=== Section Start ===

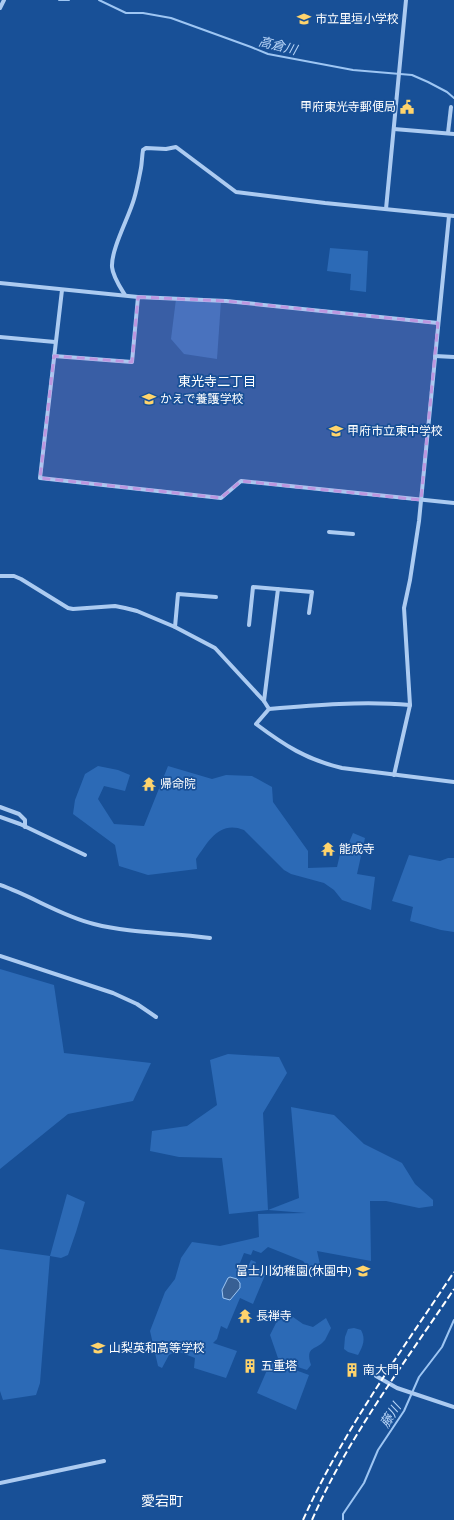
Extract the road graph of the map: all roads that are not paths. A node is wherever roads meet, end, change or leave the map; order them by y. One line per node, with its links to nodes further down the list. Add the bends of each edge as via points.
1 (4, 0): 3 (street)
2 (406, 0): 5 (street)
3 (0, 8)
4 (451, 107): 6 (street)
5 (394, 129): 6 (street); 8 (street)
6 (448, 133): 7 (street)
7 (454, 134)
8 (386, 208): 9 (street); 12 (street, via 236,192 176,147 146,148 143,150 134,199 112,262 117,282)
9 (452, 216): 14 (street)
10 (0, 283): 11 (street)
11 (62, 290): 12 (street); 16 (street)
12 (125, 295): 13 (street)
13 (138, 297): 14 (street, via 226,301); 17 (street, via 132,362)
14 (438, 323): 18 (street)
15 (0, 337): 16 (street)
16 (55, 342): 17 (street)
17 (54, 356): 20 (street, via 40,478 221,498 241,481)
18 (435, 356): 19 (street); 20 (street)
19 (454, 357)
20 (420, 500): 21 (street); 31 (street, via 419,521 404,608)
21 (454, 503)
22 (329, 532): 23 (street)
23 (353, 534)
24 (0, 576): 29 (street, via 21,579 68,608 115,606 137,611)
25 (278, 589): 27 (street, via 312,592); 28 (street, via 253,587); 30 (street)
26 (216, 597): 29 (street, via 178,594)
27 (309, 613)
28 (249, 625)
29 (175, 627): 30 (street, via 215,648)
30 (264, 701): 32 (street)
31 (410, 705): 32 (street, via 369,704); 33 (street)
32 (269, 709): 33 (street, via 256,724 293,750 342,768)
33 (394, 775): 34 (street)
34 (454, 782)
35 (0, 807): 37 (street, via 19,814 25,820)
36 (0, 817): 37 (street)
37 (25, 827): 38 (street)
38 (85, 855)
39 (0, 885): 40 (street, via 92,924 129,932 186,934)
40 (210, 938)
41 (0, 956): 42 (street, via 113,993 137,1004)
42 (156, 1017)
43 (376, 1376): 44 (street, via 406,1391)
44 (454, 1407)
45 (104, 1461): 46 (street)
46 (0, 1483)

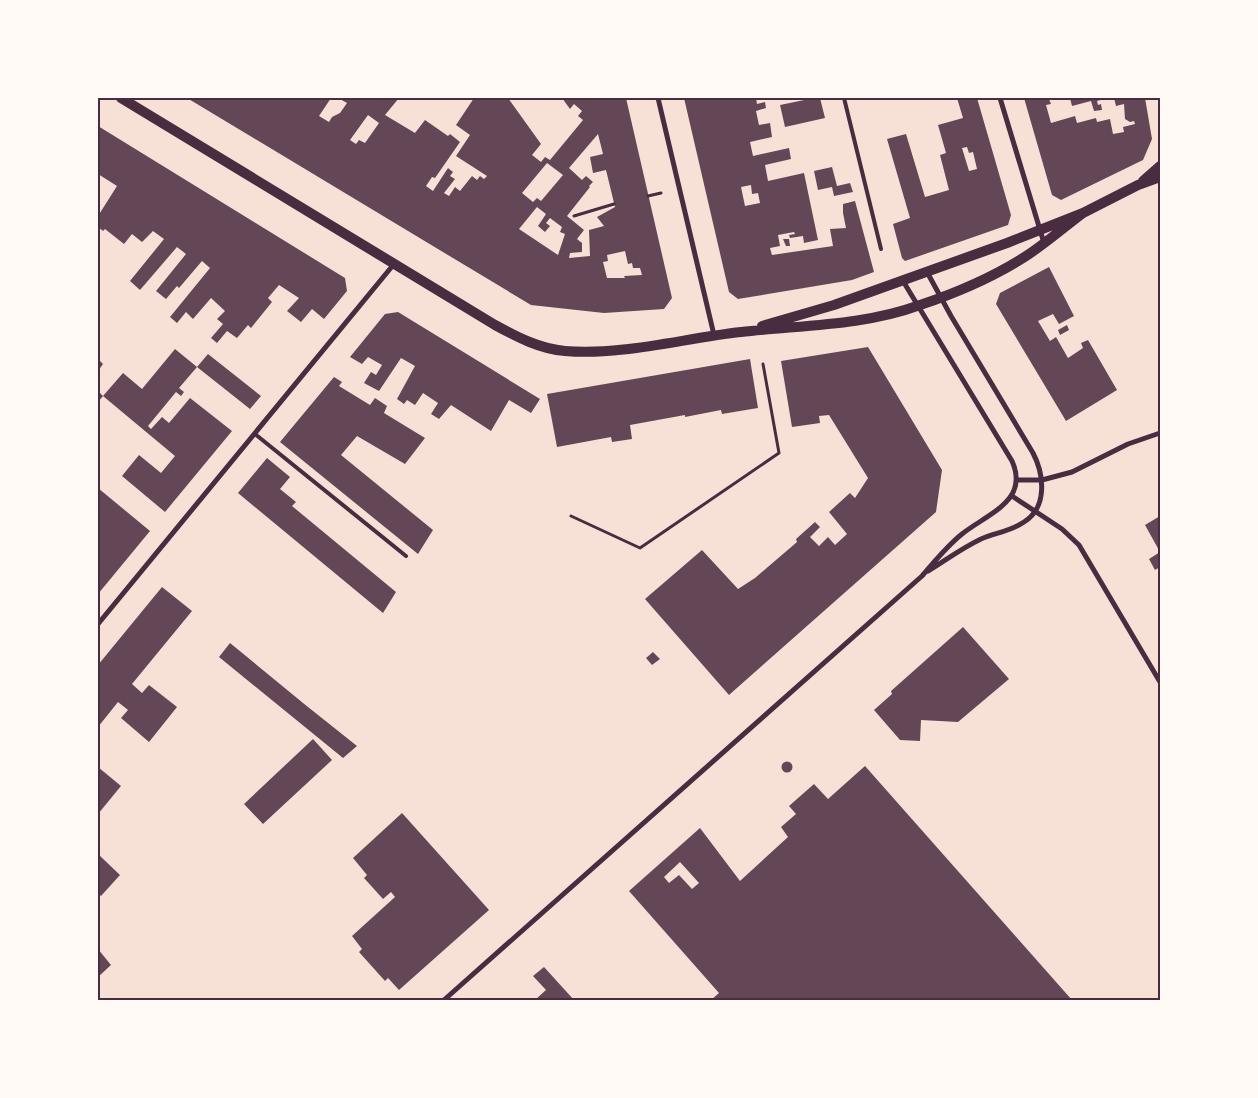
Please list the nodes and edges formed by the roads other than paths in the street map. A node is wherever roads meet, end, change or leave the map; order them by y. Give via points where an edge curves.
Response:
1 (121, 98) edge
2 (658, 98) edge
3 (844, 98) edge
4 (1000, 98) edge
5 (1160, 166) edge
6 (1160, 177) edge
7 (1138, 185) junction
8 (1083, 213) junction
9 (1040, 230) junction
10 (1044, 243) junction
11 (881, 250) dead end
12 (394, 264) junction
13 (928, 272) junction
14 (903, 280) junction
15 (941, 298) junction
16 (918, 306) junction
17 (742, 332) junction
18 (714, 336) junction
19 (1160, 433) edge
20 (255, 434) junction
21 (1017, 480) junction
22 (1042, 480) junction
23 (1012, 496) junction
24 (1035, 511) junction
25 (406, 556) dead end
26 (922, 576) junction
27 (98, 624) edge
28 (1160, 682) edge
29 (1160, 704) edge
30 (1160, 736) edge
31 (444, 1000) edge

1 - 12 main road
2 - 18 street
3 - 11 lane
4 - 9 street
5 - 7 main road
6 - 7 main road
7 - 8 main road
8 - 9 main road
8 - 10 main road
9 - 10 street
9 - 13 main road
10 - 15 main road via 994,275
12 - 18 main road via 518,338 546,348 596,352
12 - 20 street
13 - 14 main road
13 - 15 street
14 - 16 street
14 - 17 main road via 834,305
15 - 16 main road
15 - 22 street via 1033,453
16 - 17 main road via 866,319
16 - 21 street via 1012,461
17 - 18 main road
19 - 22 street via 1128,444 1072,472
20 - 25 lane
20 - 27 street
21 - 22 street
21 - 23 street
22 - 24 street via 1041,496
23 - 24 street
23 - 26 street via 949,546
24 - 26 street via 1024,523 976,542
24 - 28 street via 1079,545
26 - 31 street
29 - 30 lane

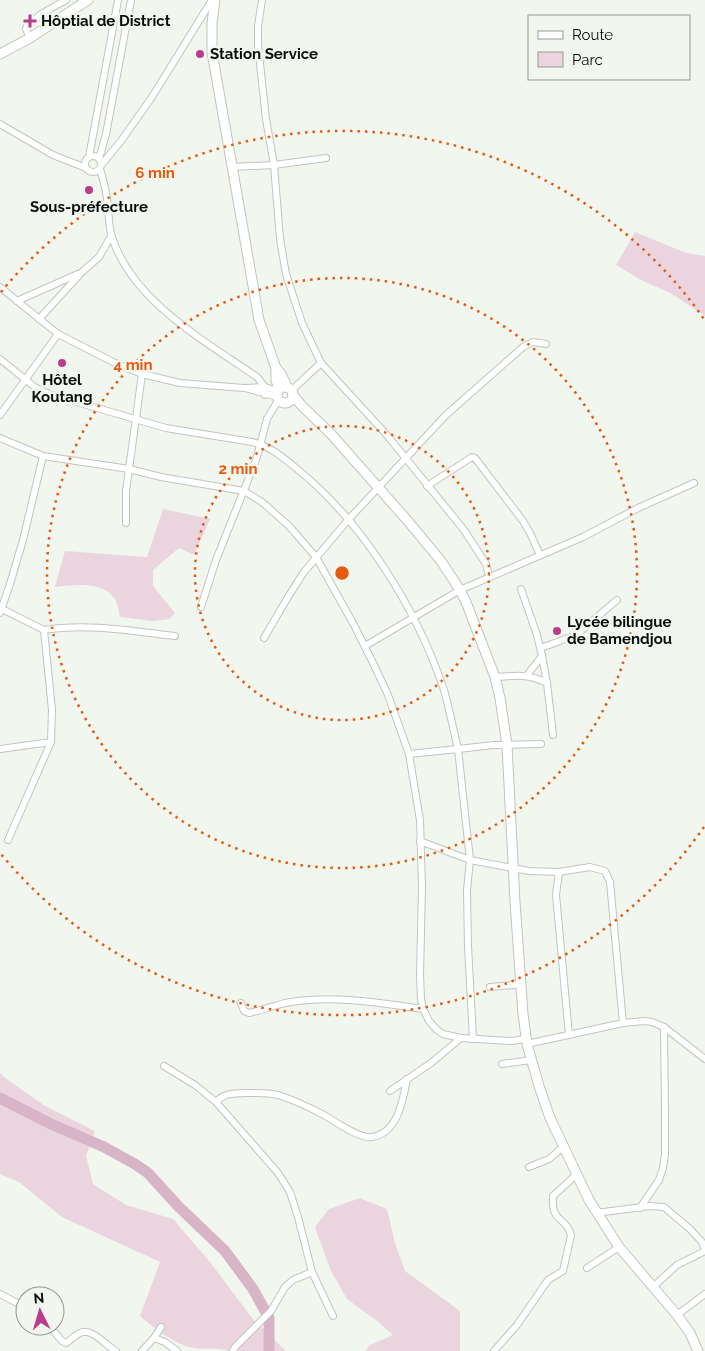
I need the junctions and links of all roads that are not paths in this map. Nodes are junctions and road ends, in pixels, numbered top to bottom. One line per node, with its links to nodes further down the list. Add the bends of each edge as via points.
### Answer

=== Section End ===

TASK TO COMPLETE:
What is needed is an exact retyping of the lines from the start of the data through the line with "Please list the", with both end lines kept and every picture left out.

TASK RESPONSE:
Extract the road graph of the map: all roads that are not paths. A node is wherever roads meet, end, change or leave the map; order them by y. One line per node, with its links to nodes further down the list. Add the bends of each edge as via points.
1 (4, 0): 3 (street)
2 (406, 0): 5 (street)
3 (0, 8)
4 (451, 107): 6 (street)
5 (394, 129): 6 (street); 8 (street)
6 (448, 133): 7 (street)
7 (454, 134)
8 (386, 208): 9 (street); 12 (street, via 236,192 176,147 146,148 143,150 134,199 112,262 117,282)
9 (452, 216): 14 (street)
10 (0, 283): 11 (street)
11 (62, 290): 12 (street); 16 (street)
12 (125, 295): 13 (street)
13 (138, 297): 14 (street, via 226,301); 17 (street, via 132,362)
14 (438, 323): 18 (street)
15 (0, 337): 16 (street)
16 (55, 342): 17 (street)
17 (54, 356): 20 (street, via 40,478 221,498 241,481)
18 (435, 356): 19 (street); 20 (street)
19 (454, 357)
20 (420, 500): 21 (street); 31 (street, via 419,521 404,608)
21 (454, 503)
22 (329, 532): 23 (street)
23 (353, 534)
24 (0, 576): 29 (street, via 21,579 68,608 115,606 137,611)
25 (278, 589): 27 (street, via 312,592); 28 (street, via 253,587); 30 (street)
26 (216, 597): 29 (street, via 178,594)
27 (309, 613)
28 (249, 625)
29 (175, 627): 30 (street, via 215,648)
30 (264, 701): 32 (street)
31 (410, 705): 32 (street, via 369,704); 33 (street)
32 (269, 709): 33 (street, via 256,724 293,750 342,768)
33 (394, 775): 34 (street)
34 (454, 782)
35 (0, 807): 37 (street, via 19,814 25,820)
36 (0, 817): 37 (street)
37 (25, 827): 38 (street)
38 (85, 855)
39 (0, 885): 40 (street, via 92,924 129,932 186,934)
40 (210, 938)
41 (0, 956): 42 (street, via 113,993 137,1004)
42 (156, 1017)
43 (376, 1376): 44 (street, via 406,1391)
44 (454, 1407)
45 (104, 1461): 46 (street)
46 (0, 1483)

Please list the nodes and edges formed by the roads other than paths in the street map. A node is wherever roads meet, end, change or leave the map; order them by y. Give via points where an edge curves.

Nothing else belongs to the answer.